Micro and nano engineering, acoustics and dynamics, micromachined ultrasonic and opto-acoustic transducers, atomic force microscopy, and medical ultrasound imaging
Dr. Degertekin's research focuses on understanding of physical phenomena in acoustics and optics, and utilizing this knowledge creatively in the form of microfabricated devices. The research interests span several fields including atomic force microscopy (AFM), micromachined opto-acoustic devices, ultrasound imaging, bioanalytical instrumentation, and optical metrology. Dr. Degertekin's research group, in collaboration with an array of collaborators, has developed innovative devices for applications such as nanoscale material characterization and fast imaging, hearing aid microphones, intravascular imaging arrays for cardiology, bioanalytical mass spectrometry, and microscale parallel interferometers for metrology.
Dr. David Hu's research focuses on fundamental problems of hydrodynamics and elasticity that have bearing on problems in biology. He is interested in the dynamics of interfaces, specifically those associated with fluid-solid and solid-solid interactions. The techniques used in his work include theory, computation, and experiment. He is also interested in pursuing biomimetic technologies based on nature's designs.
Dr. Meaud investigates the mechanics and physics of complex biological systems and the mechanics and design of engineering materials using theoretical and computational tools.
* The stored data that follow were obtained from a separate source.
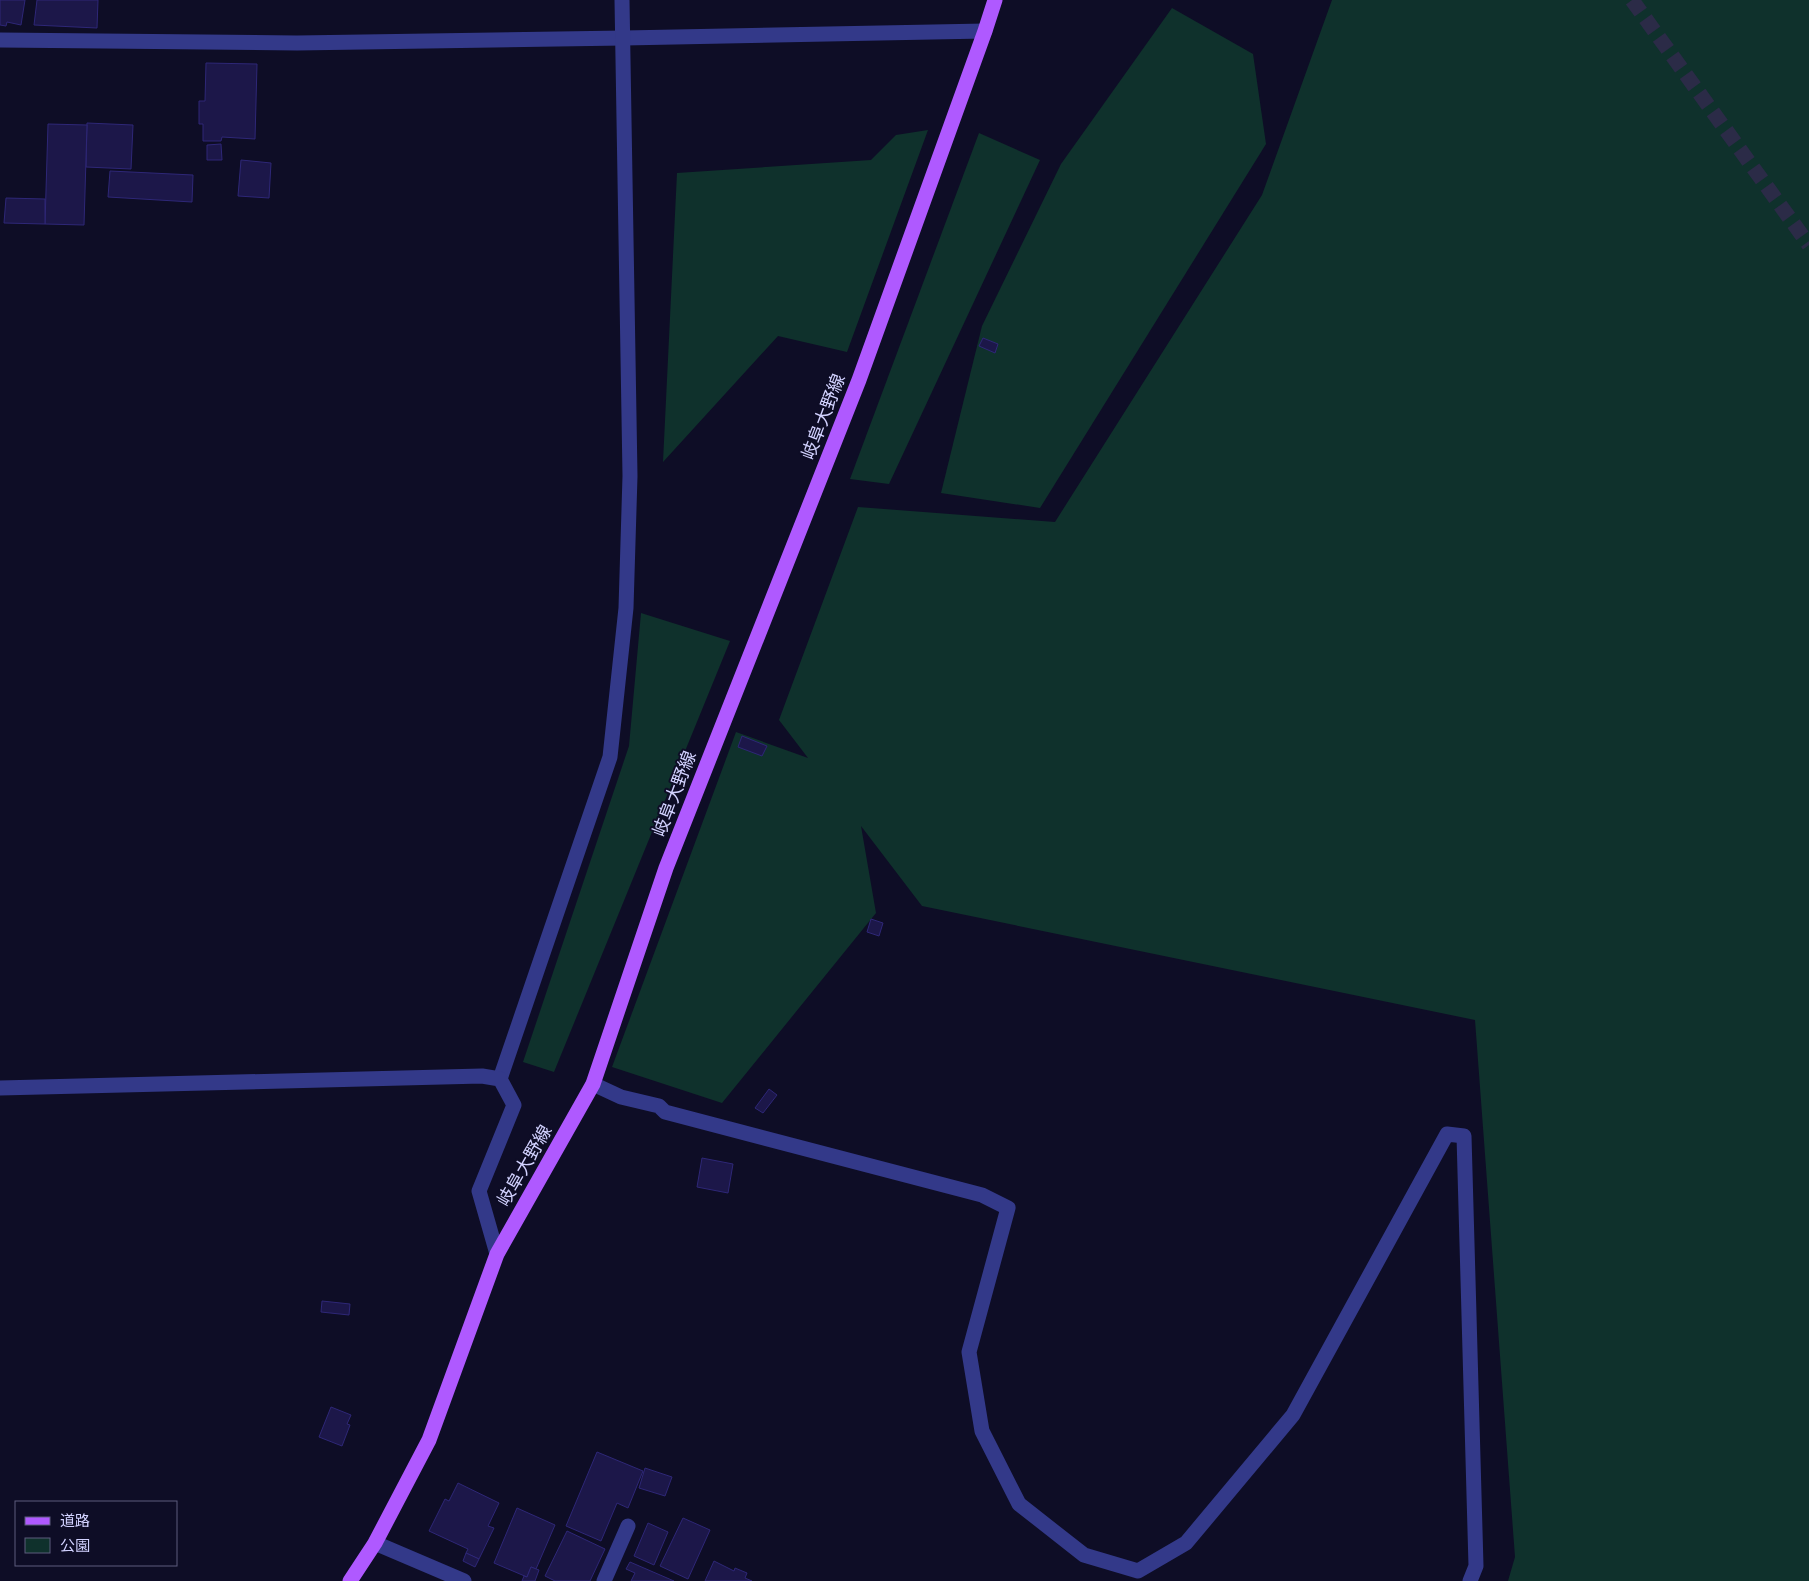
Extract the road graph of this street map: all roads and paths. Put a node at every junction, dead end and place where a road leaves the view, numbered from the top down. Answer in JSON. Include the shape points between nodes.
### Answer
{"nodes":[{"id":1,"x":622,"y":0,"type":"edge"},
{"id":2,"x":995,"y":0,"type":"edge"},
{"id":3,"x":985,"y":31,"type":"junction"},
{"id":4,"x":624,"y":38,"type":"junction"},
{"id":5,"x":0,"y":40,"type":"edge"},
{"id":6,"x":500,"y":1079,"type":"junction"},
{"id":7,"x":594,"y":1084,"type":"junction"},
{"id":8,"x":0,"y":1088,"type":"edge"},
{"id":9,"x":497,"y":1254,"type":"junction"},
{"id":10,"x":628,"y":1526,"type":"dead end"},
{"id":11,"x":375,"y":1543,"type":"junction"},
{"id":12,"x":350,"y":1581,"type":"edge"},
{"id":13,"x":464,"y":1581,"type":"edge"},
{"id":14,"x":604,"y":1581,"type":"edge"},
{"id":15,"x":1470,"y":1581,"type":"edge"}],
"edges":[{"from":1,"to":4,"type":"street"},
{"from":2,"to":3,"type":"main road","name":"岐阜大野線"},
{"from":3,"to":4,"type":"street"},
{"from":3,"to":7,"type":"main road","name":"岐阜大野線","via":[[859,380],[666,868]]},
{"from":4,"to":5,"type":"street","via":[[297,43]]},
{"from":4,"to":6,"type":"street","via":[[630,476],[626,608],[610,757]]},
{"from":6,"to":8,"type":"street","via":[[482,1076]]},
{"from":6,"to":9,"type":"street","via":[[514,1105],[480,1191]]},
{"from":7,"to":9,"type":"main road","name":"岐阜大野線"},
{"from":7,"to":15,"type":"street","via":[[622,1097],[659,1106],[665,1112],[982,1195],[1008,1208],[969,1352],[982,1431],[1019,1504],[1084,1555],[1138,1570],[1186,1542],[1294,1415],[1448,1134],[1464,1136],[1476,1566]]},
{"from":9,"to":11,"type":"main road","name":"岐阜大野線","via":[[429,1440]]},
{"from":10,"to":14,"type":"street"},
{"from":11,"to":12,"type":"main road","name":"岐阜大野線"},
{"from":11,"to":13,"type":"street"}]}
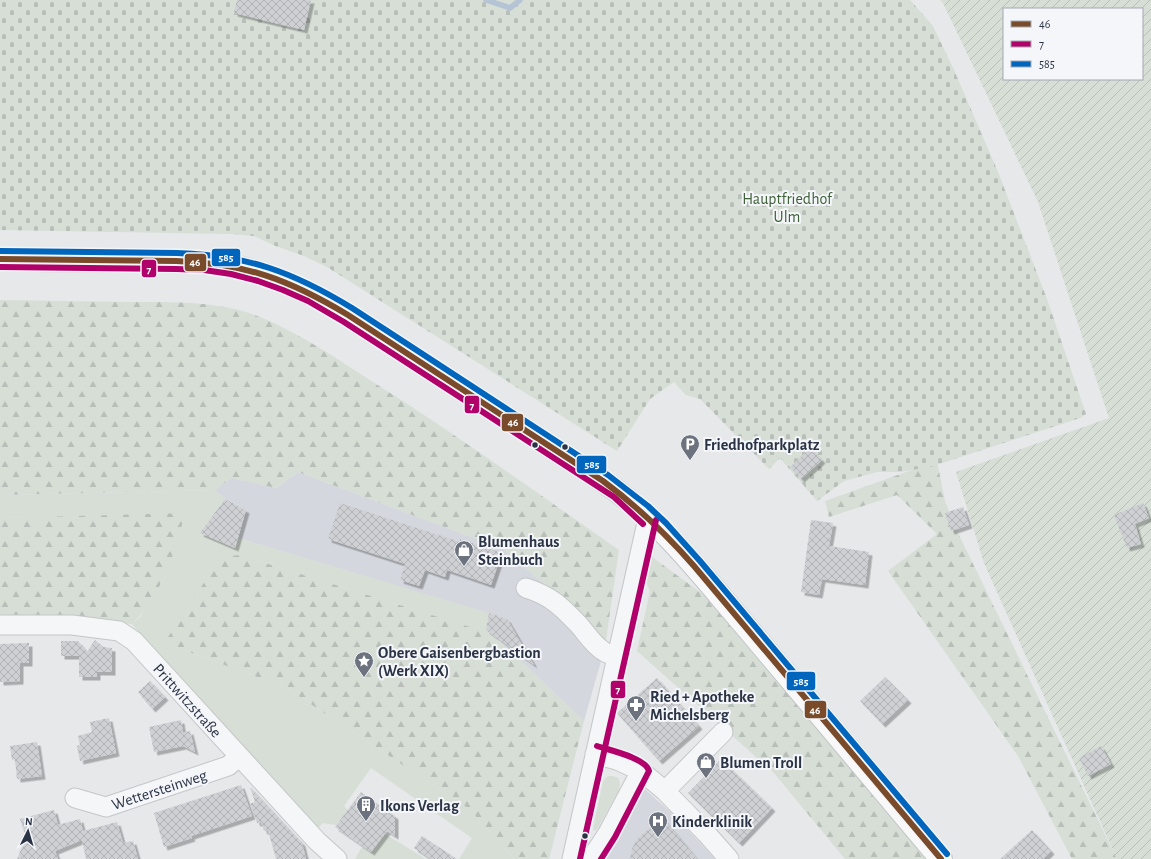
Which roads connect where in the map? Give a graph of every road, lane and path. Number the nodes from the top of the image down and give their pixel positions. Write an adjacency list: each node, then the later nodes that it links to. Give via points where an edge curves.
1 (0, 259): 2 (main road, via 209,263 246,269 297,286 343,312 603,481)
2 (648, 518): 5 (street); 16 (main road, via 688,559)
3 (526, 588): 5 (street, via 542,593 554,601 594,643 605,652)
4 (0, 625): 8 (street, Prittwitzstraße, via 72,625 119,631 134,641)
5 (617, 656): 7 (street)
6 (723, 732): 10 (street)
7 (595, 754): 9 (street); 13 (street)
8 (240, 757): 11 (street, Wettersteinweg, via 228,766 106,806); 12 (street, Prittwitzstraße, via 317,841)
9 (641, 771): 10 (street); 14 (street)
10 (665, 791): 15 (street)
11 (75, 798)
12 (337, 859)
13 (572, 859)
14 (591, 859)
15 (729, 859)
16 (941, 859)

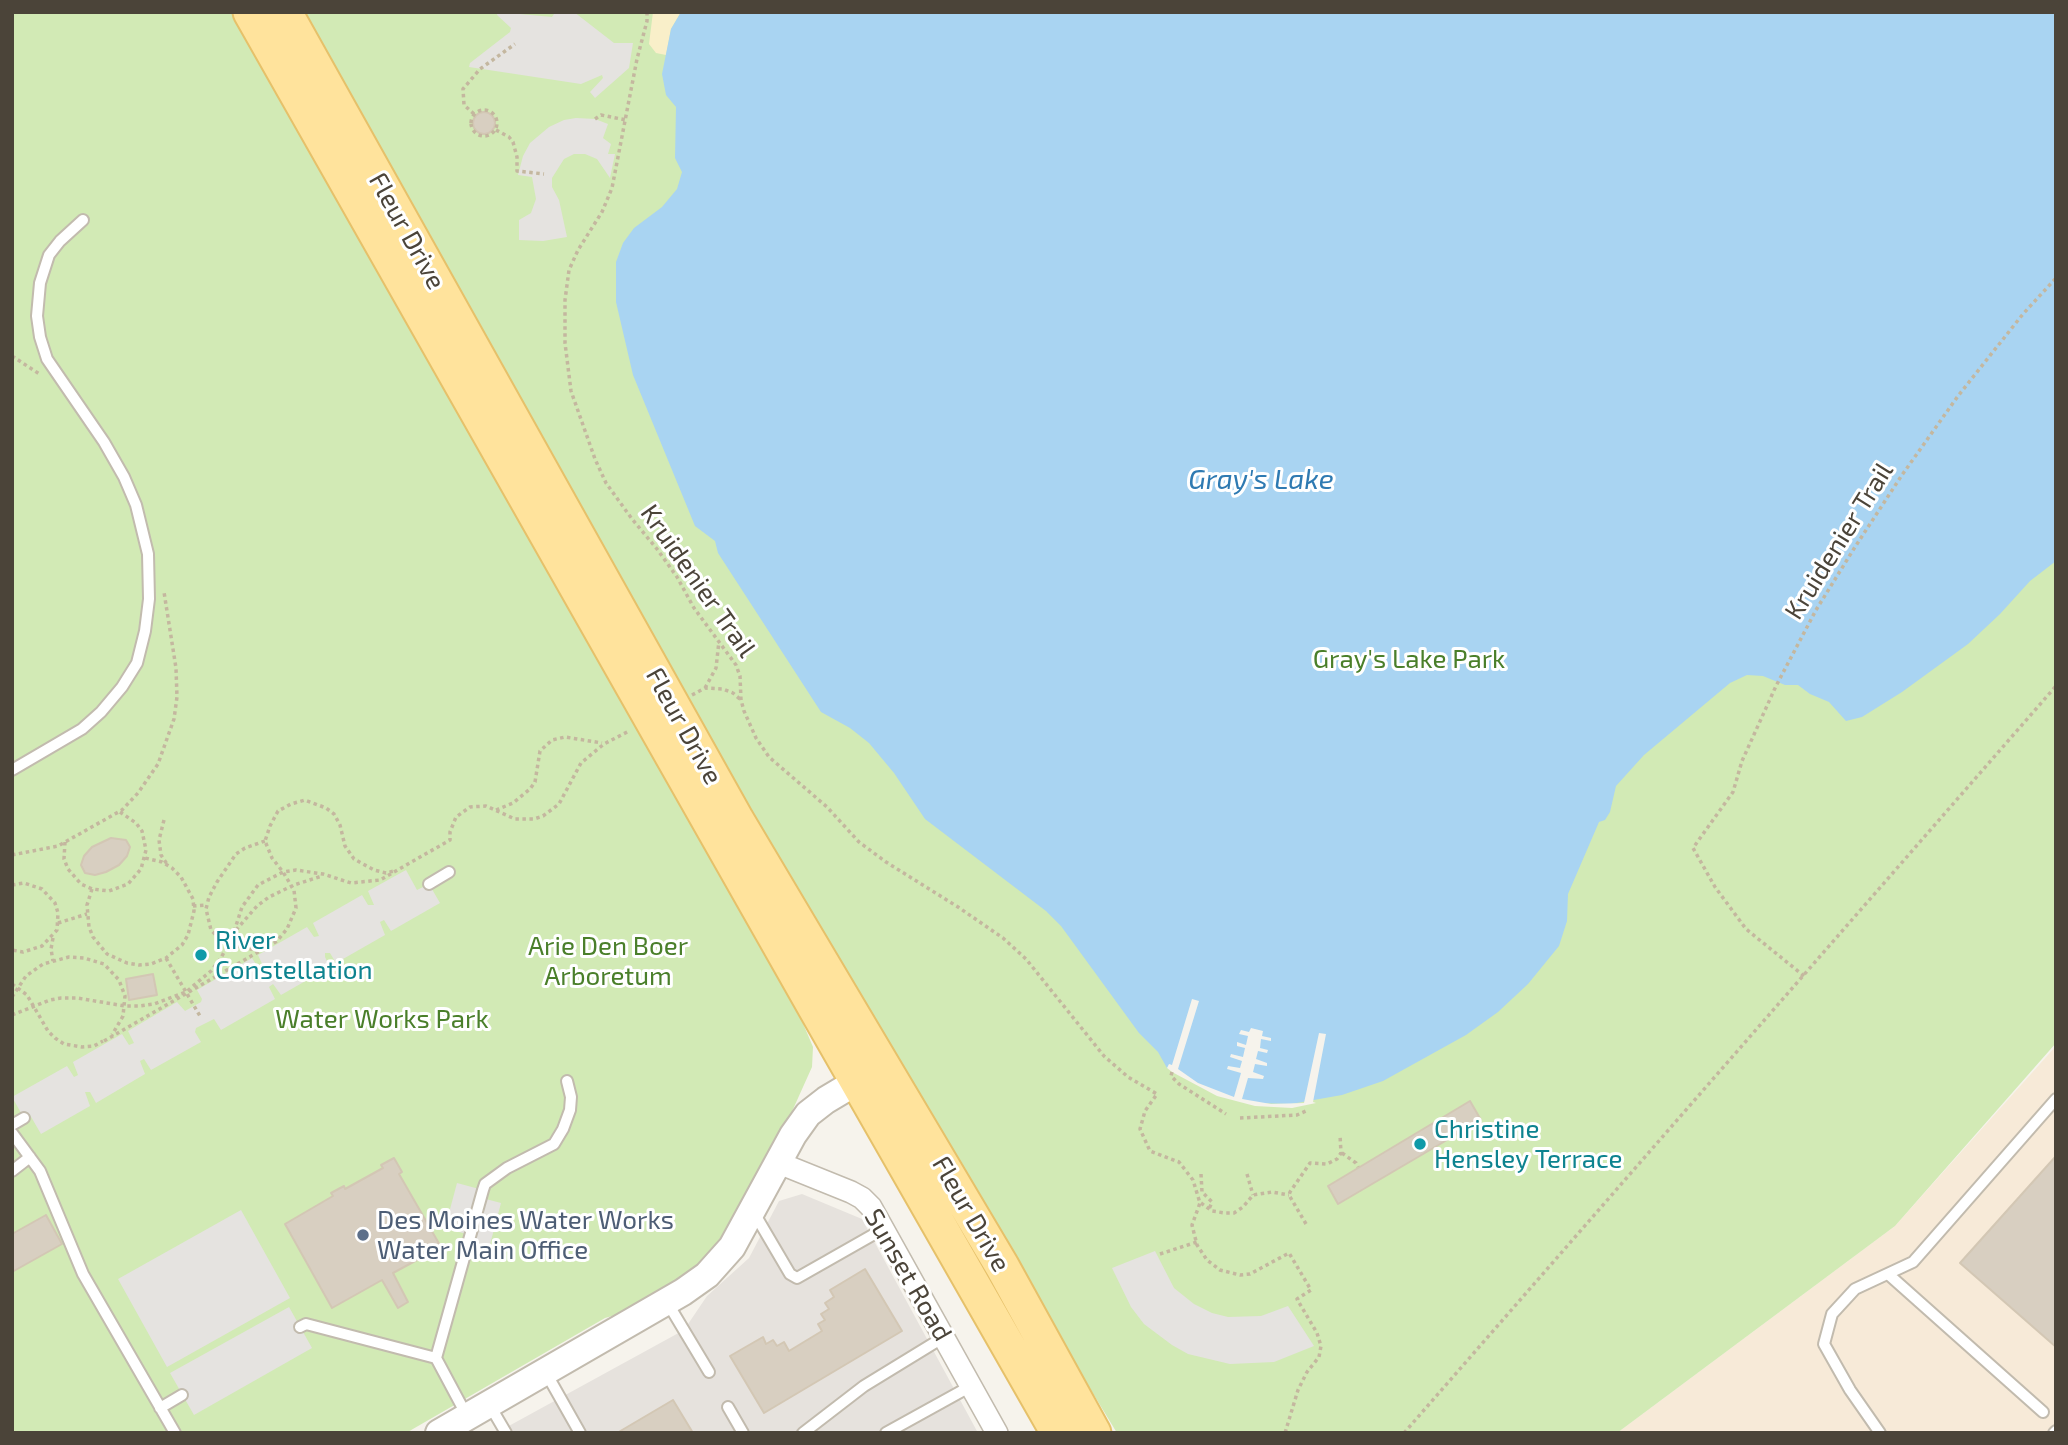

One of his research interests is auditory mechanics. In this research, he develops computational multiphysics models of the mammalian ear based on the finite element method. The mammalian ear is a nonlinear transducer with excellent frequency selectivity, high sensitivity, and good transient capture. The goal of this basic scientific research is to better understand how the mammalian ear achieves these characteristics. This research could have important clinical applications as it could help in the development of better treatment and the improvement of diagnostic tools for hearing loss. It could also have engineering applications, such as the design of biometic sensors. This research is truly interdisciplinary as it includes aspects of computational mechanics, structural acoustics, nonlinear dynamics, biomechanics and biophysics.
Dr. Meaud is also interested in the mechanics, design and optimization of composite materials, particularly of their response to cyclic loads. Tradtional engineering and natural materials with high damping (such as rubber) tends to have low stiffness. However, the microarchitecture of composite materials that consist of a lossy polymer and a stiff constituent can be designed to simultaneously obtain high stiffness and high damping. Using computational tools such as finite element methods and topology optimization, the goal of Dr. Meaud's research is to design composite materials with these unconventional properties. One of his future goal is to extend the design of these materials to the finite strain regime and high frequency ranges, in order to obtained materials tailored for the targetted application. This research includes aspects of mechanics of materials, computational mechanics and structural dynamics.